EXERCISE PROMPT :: State how many lines of the records contain the string "Ashok". Give the number alone.
DATASET CONTENT Start Marker
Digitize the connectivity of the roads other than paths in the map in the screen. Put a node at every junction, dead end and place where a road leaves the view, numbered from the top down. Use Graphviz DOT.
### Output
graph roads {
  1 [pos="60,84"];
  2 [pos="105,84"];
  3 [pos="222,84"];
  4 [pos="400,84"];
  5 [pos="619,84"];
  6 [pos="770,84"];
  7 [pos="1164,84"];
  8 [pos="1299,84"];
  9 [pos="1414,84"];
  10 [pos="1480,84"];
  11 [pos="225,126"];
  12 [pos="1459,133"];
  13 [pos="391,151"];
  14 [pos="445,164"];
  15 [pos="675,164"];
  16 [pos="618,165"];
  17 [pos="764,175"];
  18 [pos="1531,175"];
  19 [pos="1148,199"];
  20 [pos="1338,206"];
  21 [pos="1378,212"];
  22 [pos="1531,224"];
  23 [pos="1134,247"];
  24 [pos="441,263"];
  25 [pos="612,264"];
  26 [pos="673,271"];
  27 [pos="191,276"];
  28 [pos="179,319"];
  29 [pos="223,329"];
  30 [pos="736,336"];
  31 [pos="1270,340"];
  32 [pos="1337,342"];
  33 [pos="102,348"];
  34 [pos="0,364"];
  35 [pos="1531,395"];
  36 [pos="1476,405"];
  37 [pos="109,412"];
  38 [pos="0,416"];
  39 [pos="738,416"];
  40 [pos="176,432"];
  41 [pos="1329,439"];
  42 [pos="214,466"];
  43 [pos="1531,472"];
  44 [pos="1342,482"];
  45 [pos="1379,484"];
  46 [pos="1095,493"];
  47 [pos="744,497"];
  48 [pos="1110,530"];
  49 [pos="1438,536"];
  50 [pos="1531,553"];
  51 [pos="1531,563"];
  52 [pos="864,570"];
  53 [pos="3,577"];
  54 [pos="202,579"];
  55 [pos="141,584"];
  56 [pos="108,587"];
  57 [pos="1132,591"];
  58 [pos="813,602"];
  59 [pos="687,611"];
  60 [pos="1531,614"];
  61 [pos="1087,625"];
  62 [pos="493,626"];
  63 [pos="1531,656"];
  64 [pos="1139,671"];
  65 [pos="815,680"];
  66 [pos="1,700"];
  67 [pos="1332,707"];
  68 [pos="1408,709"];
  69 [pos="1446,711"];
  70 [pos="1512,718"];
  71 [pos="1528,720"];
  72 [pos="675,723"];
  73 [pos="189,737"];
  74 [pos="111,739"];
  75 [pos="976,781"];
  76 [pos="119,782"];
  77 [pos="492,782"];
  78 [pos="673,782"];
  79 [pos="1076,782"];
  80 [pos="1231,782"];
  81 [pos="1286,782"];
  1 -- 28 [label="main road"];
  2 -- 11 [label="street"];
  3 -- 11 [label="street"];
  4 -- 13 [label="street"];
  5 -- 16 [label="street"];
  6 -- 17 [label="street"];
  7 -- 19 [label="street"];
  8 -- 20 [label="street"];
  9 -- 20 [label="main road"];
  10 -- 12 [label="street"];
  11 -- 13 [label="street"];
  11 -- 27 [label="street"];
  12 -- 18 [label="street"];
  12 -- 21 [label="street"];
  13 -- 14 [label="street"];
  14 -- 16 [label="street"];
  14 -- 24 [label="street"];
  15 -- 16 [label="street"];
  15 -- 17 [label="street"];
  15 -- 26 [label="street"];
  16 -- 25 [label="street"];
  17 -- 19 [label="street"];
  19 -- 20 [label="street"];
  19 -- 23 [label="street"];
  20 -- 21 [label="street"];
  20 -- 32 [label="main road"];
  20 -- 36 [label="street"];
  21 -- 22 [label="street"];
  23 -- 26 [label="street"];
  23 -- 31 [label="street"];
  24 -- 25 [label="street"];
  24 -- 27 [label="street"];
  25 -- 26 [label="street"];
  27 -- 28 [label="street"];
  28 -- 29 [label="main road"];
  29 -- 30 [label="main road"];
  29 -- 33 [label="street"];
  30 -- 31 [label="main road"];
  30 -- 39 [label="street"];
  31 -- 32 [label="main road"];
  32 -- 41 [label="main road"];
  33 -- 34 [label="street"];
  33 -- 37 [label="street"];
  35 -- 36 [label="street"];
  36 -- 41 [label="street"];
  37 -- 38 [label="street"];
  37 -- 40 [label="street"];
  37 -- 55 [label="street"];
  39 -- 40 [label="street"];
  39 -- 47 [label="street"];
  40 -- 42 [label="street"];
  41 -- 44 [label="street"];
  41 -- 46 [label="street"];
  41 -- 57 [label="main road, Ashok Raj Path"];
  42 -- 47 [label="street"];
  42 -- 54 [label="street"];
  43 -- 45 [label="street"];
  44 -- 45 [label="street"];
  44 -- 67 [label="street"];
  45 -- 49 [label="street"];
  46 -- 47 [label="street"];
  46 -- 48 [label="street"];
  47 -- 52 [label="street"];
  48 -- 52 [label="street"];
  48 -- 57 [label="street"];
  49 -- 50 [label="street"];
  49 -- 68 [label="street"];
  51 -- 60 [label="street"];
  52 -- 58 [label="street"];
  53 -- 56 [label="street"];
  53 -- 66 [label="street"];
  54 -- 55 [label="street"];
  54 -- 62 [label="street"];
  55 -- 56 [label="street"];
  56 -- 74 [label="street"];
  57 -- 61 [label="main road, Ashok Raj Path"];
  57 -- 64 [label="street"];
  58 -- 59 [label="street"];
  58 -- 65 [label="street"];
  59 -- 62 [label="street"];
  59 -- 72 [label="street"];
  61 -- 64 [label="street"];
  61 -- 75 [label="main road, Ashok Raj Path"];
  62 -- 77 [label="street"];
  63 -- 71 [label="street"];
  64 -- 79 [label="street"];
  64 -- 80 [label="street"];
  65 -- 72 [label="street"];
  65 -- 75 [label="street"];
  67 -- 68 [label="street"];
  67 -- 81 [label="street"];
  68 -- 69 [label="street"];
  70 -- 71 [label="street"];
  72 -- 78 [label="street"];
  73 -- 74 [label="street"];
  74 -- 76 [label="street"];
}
DATASET CONTENT End Marker
OUTPUT OF THE EXERCISE :: 3